Work through the data below and state how many lines contain "Sandplackenstraße", giving that number alone.

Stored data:
BEGIN

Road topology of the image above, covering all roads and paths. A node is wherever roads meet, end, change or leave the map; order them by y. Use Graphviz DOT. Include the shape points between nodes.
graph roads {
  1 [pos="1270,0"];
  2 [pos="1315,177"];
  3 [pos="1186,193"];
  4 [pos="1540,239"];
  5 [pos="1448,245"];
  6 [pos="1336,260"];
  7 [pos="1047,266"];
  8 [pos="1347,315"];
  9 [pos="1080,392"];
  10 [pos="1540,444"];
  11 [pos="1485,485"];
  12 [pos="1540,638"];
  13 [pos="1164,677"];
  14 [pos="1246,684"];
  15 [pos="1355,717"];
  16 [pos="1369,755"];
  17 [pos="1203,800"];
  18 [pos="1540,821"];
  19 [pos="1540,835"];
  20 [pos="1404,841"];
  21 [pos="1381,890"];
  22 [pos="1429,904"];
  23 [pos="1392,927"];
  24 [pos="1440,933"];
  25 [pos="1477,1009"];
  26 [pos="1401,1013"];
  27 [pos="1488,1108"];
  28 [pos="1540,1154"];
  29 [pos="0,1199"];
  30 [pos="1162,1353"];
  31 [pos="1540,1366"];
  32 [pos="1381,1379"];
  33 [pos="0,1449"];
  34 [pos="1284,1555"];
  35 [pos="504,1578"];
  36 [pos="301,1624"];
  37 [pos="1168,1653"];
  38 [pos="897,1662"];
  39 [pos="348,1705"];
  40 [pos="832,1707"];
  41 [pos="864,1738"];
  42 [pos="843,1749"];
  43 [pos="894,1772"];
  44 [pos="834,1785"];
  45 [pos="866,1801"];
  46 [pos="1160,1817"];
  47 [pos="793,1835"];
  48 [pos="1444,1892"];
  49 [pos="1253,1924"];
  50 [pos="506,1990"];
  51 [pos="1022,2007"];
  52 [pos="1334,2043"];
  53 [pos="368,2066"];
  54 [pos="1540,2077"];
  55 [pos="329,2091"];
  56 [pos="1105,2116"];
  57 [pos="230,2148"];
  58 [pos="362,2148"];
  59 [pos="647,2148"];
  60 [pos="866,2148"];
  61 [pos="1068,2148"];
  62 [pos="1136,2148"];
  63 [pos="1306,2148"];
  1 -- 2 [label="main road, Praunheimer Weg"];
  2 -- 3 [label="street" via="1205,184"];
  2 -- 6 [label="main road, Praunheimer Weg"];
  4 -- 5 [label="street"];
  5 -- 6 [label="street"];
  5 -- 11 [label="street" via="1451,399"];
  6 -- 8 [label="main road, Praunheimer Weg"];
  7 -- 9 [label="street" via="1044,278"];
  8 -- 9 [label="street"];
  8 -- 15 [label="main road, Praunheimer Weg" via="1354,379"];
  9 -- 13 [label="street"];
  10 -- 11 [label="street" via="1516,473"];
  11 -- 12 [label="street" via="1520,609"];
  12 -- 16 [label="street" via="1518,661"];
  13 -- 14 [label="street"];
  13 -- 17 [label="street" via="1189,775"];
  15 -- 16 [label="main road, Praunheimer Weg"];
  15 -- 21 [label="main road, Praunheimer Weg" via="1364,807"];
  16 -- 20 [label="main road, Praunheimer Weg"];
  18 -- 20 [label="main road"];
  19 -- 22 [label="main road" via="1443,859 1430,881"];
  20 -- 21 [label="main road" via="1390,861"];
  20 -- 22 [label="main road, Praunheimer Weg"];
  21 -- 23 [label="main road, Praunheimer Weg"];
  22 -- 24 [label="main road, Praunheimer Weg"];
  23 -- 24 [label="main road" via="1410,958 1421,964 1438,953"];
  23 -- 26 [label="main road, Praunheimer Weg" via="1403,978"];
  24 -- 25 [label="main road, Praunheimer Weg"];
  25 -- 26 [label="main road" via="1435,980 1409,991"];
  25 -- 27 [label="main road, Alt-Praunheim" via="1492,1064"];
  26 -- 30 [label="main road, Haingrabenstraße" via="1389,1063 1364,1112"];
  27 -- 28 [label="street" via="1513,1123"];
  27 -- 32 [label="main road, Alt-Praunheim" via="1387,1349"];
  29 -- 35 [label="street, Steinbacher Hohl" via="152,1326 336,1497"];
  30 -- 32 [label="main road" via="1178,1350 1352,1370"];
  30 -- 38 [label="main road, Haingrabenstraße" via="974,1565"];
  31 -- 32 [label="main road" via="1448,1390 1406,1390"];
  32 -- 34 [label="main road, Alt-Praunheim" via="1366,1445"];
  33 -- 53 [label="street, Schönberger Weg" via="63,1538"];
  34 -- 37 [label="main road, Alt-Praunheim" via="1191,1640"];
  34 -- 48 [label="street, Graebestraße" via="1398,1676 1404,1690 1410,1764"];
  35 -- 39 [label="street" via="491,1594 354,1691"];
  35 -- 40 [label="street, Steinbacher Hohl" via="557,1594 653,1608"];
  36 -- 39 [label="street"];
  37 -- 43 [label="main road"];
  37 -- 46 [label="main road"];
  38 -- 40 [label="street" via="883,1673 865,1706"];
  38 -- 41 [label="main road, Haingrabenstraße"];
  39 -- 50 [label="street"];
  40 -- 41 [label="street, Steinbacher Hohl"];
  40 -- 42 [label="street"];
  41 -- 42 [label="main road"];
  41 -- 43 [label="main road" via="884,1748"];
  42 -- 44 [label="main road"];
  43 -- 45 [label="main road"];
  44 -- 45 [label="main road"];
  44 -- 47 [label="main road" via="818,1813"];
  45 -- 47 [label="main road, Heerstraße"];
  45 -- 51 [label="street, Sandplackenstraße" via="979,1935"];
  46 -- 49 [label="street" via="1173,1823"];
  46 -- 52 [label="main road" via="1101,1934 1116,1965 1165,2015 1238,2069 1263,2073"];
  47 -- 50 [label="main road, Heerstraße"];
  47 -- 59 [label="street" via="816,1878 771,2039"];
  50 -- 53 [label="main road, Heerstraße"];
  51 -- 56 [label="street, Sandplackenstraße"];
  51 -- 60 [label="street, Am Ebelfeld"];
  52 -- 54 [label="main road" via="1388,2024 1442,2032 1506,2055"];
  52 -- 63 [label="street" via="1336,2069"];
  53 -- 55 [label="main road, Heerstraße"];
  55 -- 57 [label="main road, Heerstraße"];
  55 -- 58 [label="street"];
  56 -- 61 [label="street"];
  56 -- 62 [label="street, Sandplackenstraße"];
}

END

#### ANSWER BOX
3